Quickstart

This notebook will cover all the basic and most useful functionality available to get a user up and running as fast as possible.

Installation

Installation can be done via a pip install:

pip install remotemanager for the most recent stable version.

However if you would like the bleeding edge version, you can clone the devel branch of the git repository:

git clone --branch devel && pip install remotemanager

Function Definition

remotemanager executes user defined python functions at the location of choice. Below is a basic function example which will serve our purposes for this guide.

Important

The function must stand by itself when running, so any imports or necessary functionality should be contained within.

[1]:
def multiply(a, b):
    import time

    time.sleep(1)

    return a * b

Running Remotely

This function would run just fine on any workstation, but to run something more complex we would need to connect to some more powerful resources for this.

remotemanager provides the powerful Computer module for this purpose:

[2]:
from remotemanager import Computer

First, we must define a “template”. This is the base from which a submission script will be generated.

The easiest way to create one of these templates, is to acquire a jobscript that you know works for your machine. A few suggestions for this:

  • Machine documentation may have an example script to build from (or even a configurator!)

  • If you have already run jobs, your own scripts should suffice, otherwise a colleague may have a example for you

  • The helpdesk may be able to assist you in creating a jobscript for your use case

In this example, we will be taking an existing jobscript that we know works.

We will also parameterise just a single option, #username#. This syntax allows Computer to provide a “dynamic” input that can be changed.

The basic syntax for parameterisation is that anything between double #hashes# will be treated as a parameter and added to the computer.
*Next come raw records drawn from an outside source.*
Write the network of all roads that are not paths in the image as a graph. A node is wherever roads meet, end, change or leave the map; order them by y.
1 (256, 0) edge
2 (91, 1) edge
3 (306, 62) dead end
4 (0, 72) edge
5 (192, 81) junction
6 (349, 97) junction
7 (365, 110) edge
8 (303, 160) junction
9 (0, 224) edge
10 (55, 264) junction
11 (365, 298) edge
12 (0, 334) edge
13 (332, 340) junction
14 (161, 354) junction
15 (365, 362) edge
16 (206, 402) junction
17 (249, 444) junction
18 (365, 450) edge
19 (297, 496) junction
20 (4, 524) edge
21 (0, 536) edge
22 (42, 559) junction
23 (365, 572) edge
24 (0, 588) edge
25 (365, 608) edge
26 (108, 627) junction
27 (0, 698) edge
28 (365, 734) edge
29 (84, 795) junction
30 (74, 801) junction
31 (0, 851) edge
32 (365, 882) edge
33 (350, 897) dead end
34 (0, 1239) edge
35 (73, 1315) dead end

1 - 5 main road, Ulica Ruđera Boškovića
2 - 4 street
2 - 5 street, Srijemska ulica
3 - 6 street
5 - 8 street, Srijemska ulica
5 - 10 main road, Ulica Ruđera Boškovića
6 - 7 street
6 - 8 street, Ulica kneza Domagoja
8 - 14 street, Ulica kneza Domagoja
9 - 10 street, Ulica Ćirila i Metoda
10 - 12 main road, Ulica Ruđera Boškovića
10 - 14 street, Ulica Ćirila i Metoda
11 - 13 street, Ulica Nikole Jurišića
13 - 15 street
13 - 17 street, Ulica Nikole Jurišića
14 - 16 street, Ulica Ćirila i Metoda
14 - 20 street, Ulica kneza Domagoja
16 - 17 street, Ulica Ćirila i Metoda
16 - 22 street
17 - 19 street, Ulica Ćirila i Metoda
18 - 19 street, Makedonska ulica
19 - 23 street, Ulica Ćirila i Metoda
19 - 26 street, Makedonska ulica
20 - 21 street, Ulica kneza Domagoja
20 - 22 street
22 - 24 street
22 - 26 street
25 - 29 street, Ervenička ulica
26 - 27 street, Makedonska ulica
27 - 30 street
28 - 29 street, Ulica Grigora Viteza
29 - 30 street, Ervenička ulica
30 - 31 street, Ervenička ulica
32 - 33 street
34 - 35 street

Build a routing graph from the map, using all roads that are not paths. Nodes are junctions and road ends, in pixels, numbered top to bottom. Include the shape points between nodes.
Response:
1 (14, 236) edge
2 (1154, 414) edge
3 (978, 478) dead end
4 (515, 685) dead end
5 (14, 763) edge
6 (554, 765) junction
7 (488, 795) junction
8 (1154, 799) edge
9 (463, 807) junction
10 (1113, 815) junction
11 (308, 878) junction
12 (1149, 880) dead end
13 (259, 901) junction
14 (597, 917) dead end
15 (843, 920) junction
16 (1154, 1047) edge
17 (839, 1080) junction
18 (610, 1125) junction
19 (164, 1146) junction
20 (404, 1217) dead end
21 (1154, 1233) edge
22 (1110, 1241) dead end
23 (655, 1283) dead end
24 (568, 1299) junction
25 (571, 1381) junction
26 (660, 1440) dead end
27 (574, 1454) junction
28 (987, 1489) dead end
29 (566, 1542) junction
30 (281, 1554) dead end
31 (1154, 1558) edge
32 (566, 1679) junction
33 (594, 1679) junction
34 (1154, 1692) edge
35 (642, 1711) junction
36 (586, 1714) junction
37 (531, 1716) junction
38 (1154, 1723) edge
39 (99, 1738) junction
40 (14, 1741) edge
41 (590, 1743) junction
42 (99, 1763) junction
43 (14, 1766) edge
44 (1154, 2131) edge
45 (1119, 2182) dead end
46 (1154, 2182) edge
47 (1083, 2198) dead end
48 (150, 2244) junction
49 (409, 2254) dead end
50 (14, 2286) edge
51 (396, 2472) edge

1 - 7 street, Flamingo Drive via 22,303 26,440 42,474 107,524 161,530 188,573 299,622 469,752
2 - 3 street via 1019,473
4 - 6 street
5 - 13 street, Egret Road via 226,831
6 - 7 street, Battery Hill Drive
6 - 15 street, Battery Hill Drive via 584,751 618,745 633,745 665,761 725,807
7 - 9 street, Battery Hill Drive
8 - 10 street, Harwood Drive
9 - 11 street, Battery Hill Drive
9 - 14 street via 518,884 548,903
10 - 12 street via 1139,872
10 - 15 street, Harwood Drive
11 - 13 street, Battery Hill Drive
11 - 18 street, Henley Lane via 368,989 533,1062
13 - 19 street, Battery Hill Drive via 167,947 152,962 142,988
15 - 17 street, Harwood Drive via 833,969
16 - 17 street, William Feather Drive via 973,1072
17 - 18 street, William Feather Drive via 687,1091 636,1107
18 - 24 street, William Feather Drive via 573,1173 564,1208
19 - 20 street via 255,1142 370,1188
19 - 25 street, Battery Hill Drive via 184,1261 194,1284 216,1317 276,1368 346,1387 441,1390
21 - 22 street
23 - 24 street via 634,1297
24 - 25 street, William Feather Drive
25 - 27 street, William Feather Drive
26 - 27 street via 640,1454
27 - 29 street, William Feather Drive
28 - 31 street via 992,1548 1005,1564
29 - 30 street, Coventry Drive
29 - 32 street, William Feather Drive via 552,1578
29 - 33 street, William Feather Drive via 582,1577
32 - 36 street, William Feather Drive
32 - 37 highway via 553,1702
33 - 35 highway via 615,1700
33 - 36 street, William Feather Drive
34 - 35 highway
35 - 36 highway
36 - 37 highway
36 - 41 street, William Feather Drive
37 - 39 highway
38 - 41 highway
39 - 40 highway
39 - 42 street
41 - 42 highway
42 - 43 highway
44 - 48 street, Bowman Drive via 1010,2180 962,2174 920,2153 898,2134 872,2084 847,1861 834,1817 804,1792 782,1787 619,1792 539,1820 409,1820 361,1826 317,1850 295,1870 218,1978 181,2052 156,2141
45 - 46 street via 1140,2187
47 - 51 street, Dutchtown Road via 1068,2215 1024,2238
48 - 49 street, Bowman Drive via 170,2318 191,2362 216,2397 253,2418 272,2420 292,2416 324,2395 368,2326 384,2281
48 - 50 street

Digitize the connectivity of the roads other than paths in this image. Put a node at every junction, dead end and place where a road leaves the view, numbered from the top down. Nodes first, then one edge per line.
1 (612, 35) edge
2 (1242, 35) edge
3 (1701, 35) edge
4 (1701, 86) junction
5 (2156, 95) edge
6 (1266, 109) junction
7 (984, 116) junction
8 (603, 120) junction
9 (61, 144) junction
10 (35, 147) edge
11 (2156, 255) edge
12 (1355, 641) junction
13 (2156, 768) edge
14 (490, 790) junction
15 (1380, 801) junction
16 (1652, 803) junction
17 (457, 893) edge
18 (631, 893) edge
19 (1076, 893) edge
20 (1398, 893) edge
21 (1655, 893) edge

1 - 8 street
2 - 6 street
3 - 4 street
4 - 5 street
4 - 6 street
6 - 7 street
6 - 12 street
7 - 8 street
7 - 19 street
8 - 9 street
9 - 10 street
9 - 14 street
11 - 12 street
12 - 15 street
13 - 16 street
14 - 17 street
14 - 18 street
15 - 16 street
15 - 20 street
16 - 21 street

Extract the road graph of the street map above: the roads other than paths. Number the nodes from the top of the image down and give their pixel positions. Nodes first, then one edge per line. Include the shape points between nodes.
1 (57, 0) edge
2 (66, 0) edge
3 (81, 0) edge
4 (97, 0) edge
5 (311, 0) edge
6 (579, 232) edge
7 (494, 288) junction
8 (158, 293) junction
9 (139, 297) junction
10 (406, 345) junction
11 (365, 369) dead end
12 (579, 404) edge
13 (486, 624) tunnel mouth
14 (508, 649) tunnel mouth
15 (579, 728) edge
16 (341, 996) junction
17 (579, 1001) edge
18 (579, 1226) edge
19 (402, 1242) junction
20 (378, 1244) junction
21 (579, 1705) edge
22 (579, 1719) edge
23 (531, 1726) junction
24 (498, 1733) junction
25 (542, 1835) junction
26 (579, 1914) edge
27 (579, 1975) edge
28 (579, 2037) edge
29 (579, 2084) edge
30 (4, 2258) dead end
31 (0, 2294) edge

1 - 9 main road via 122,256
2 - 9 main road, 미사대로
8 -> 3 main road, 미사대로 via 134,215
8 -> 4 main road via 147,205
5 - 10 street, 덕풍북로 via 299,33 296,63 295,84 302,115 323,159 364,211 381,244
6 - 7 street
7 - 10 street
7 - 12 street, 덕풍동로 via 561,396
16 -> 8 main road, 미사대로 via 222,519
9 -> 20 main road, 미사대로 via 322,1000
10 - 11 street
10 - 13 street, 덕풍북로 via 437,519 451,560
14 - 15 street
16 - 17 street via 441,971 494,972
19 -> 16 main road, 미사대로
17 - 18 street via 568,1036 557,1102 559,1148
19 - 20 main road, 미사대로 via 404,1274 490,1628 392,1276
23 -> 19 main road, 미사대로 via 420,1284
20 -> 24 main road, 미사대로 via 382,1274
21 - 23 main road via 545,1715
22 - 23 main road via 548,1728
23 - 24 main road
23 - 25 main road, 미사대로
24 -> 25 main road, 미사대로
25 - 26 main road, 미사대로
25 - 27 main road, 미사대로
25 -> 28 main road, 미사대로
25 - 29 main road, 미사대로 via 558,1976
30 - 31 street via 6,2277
Here, for example, a variable called “hashes” would be created.

Important

Parameters will be sanitised to all lowercase. Therefore #ARG# == #arg#.

Important

Parameters must not clash with internal names, an error will be raised in this case. For example, we have to choose #username# here instead of #user#, since user is already an internal argument.

Note

This is covered in greater detail in the dedicated tutorial

[3]:
template = """#!/bin/bash
#SBATCH --nodes=1
#SBATCH --ntasks-per-node=8
#SBATCH --cpus-per-task=4
#SBATCH --time=00:30:00

#SBATCH --job-name=quickstart

#SBATCH --account=#username#
#SBATCH --partition=boost_usr_prod
#SBATCH --qos=normal

export OMP_NUM_THREADS=4

module load python/3.10.8--gcc--11.3.0
"""

Now, create a Computer. At a minimum you should specify:

  • Host address (or userhost=user@host)

  • The submitter that your job system uses. (defaults to bash, which will run on the login node)

[4]:
connection = Computer(
    user="user",
    host='remote.hpc.url',
    submitter="sbatch",
    template=template
)

# note that template arguments must be specified after initialisation
connection.username = "myuser"

This example connection is pointed at an imaginary user@remote.hpc.url. However, this uses your ssh configuration, so you are able to connect to a machine in the same way that you would from a command line.

For example, if there existed a machine which you connected to with ssh machine, then you are able to create a computer using:

connection = Computer("machine")

Important

Computer requires that you are able to ssh into the remote machine without any additional prompts from the remote. For connection difficulties regarding permssions, see the relevant section of the introduction.

Tip

The connection parameters inherit those from your ssh config. So if you are able to ssh <host>, you can create a Computer with Computer("<host>").

Tip

Before using Computer for the first time on a machine, any immediate problems can be discovered by testing a basic command. Start with a simple ssh user@remote "ls" and see what comes back. If the terminal returns a sensible output without prompting for a password, a Computer should function as expected.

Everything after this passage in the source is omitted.